- Learning outcomes
- First steps
- Accessing the data
- Share of valid words
- Share of uncommon words
- Conclusion
- References
Learning outcomes
In this tutorial you learn the steps needed to calculate and visualize some measures of languages development over time for three children, using R and the CHILDES database of child language development. You will need these skills in the small homework assignment following this workshop, and in case you choose to complete a data assignment instead of an experiment for your final poster.
You learn how to import data into R with the childesr
package, how to
use basic text analysis tools, and how to visualize your results using
the ggplot2
package.
First steps
This tutorial assumes that you completed the first Data Center workshop and its prerequisites.
Note that if you get stuck at any point, check the help files of
functions (access by running ?functionname
), look at more extensive
Data Center tutorials, try googling your question,
attend Data Center office hours (schedule) or email
datacenter@ucr.nl.
The code used in this tutorial is also available on Github.
Accessing the data
Our goal is to analyze speech samples from three children, calculate different measures of language development, and visualize the results. All three children were studied by Roger Brown and his students, and their data is available in the CHILDES database.

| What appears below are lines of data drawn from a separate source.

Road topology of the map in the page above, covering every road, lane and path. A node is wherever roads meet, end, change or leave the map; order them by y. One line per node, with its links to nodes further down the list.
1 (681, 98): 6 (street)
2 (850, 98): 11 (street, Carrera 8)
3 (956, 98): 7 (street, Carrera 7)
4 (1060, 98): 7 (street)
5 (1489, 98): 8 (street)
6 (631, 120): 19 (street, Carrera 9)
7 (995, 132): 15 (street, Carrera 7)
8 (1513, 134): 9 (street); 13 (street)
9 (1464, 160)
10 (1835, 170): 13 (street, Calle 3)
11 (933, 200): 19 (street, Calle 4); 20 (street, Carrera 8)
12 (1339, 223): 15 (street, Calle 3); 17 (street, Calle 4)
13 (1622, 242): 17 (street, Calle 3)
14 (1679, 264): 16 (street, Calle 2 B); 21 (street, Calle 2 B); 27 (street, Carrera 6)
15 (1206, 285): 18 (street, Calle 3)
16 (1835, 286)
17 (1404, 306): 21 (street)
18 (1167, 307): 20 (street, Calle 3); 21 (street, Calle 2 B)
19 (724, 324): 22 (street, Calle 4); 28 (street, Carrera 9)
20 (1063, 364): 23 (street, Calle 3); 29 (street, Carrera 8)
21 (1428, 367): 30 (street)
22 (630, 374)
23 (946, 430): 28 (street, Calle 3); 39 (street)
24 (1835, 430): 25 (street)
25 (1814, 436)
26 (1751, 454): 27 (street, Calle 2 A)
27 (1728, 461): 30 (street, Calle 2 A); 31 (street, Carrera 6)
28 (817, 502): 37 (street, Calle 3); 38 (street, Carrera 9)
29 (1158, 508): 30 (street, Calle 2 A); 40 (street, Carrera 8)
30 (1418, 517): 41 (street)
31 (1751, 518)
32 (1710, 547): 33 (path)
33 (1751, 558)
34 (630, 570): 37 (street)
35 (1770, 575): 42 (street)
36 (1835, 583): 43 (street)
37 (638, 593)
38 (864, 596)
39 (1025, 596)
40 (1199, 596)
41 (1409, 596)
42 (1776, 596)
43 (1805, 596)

First, we load the packages we need for this analysis. Make sure that
all packages are installed on your computer. If not, you can install
them by running install.packages("packagename")
.
# load packages
library(tidyverse)
library(childesr)
library(qdapDictionaries)
# look at all the available corpora in the data set
corpora <- get_corpora()
View(corpora)
We are going to work with tokens and utterances a lot, so first, a little explanation on what they actually are. Utterances are data elements from a recorded piece of conversation (such as “I had good dinner”). Tokens are specific pieces of utterances (“I”, “had”, “good”, “dinner”). Utterances are usually more useful when we look into the development of a child as a whole (syntax, semantics, context of the utterance), whereas with tokens you can look into the development of a child’s vocabulary (child’s vocabulary complexity and its development over time.)
When picking a child/children for your research question, it is very important to make sure you have enough data (utterances and tokens) to work with. In a study done by MacWhinney, B., & Snow, C. (1990) you have a detailed overview of all the researchers who have added to the childes data set. There are some which follow a single child (Snow), some that look into the short-term speech of multiple children (Higginson), and some that follow the mothers and children as well (Howe).
In this example, we will work with Brown’s addition to the data set (Brown’s corpora, specifically tokens) - data acquired from three children Adam, Eve and Sarah, collected by Roger Brown and his students. Adam was studied from 2;3 to 4;10; Eve from 1;6 to 2;3; and Sarah from 2;3 to 5;1.
# download tokens from the Brown corpus
tokens <- get_tokens(token = "*", collection = "Eng-NA",
corpus = "Brown", role = "target_child")
Share of valid words
One way to measure the development of the children’s language using token-level data is to evaluate whether each token is a valid English word or not, and use this information to calculate summary statistics per time period.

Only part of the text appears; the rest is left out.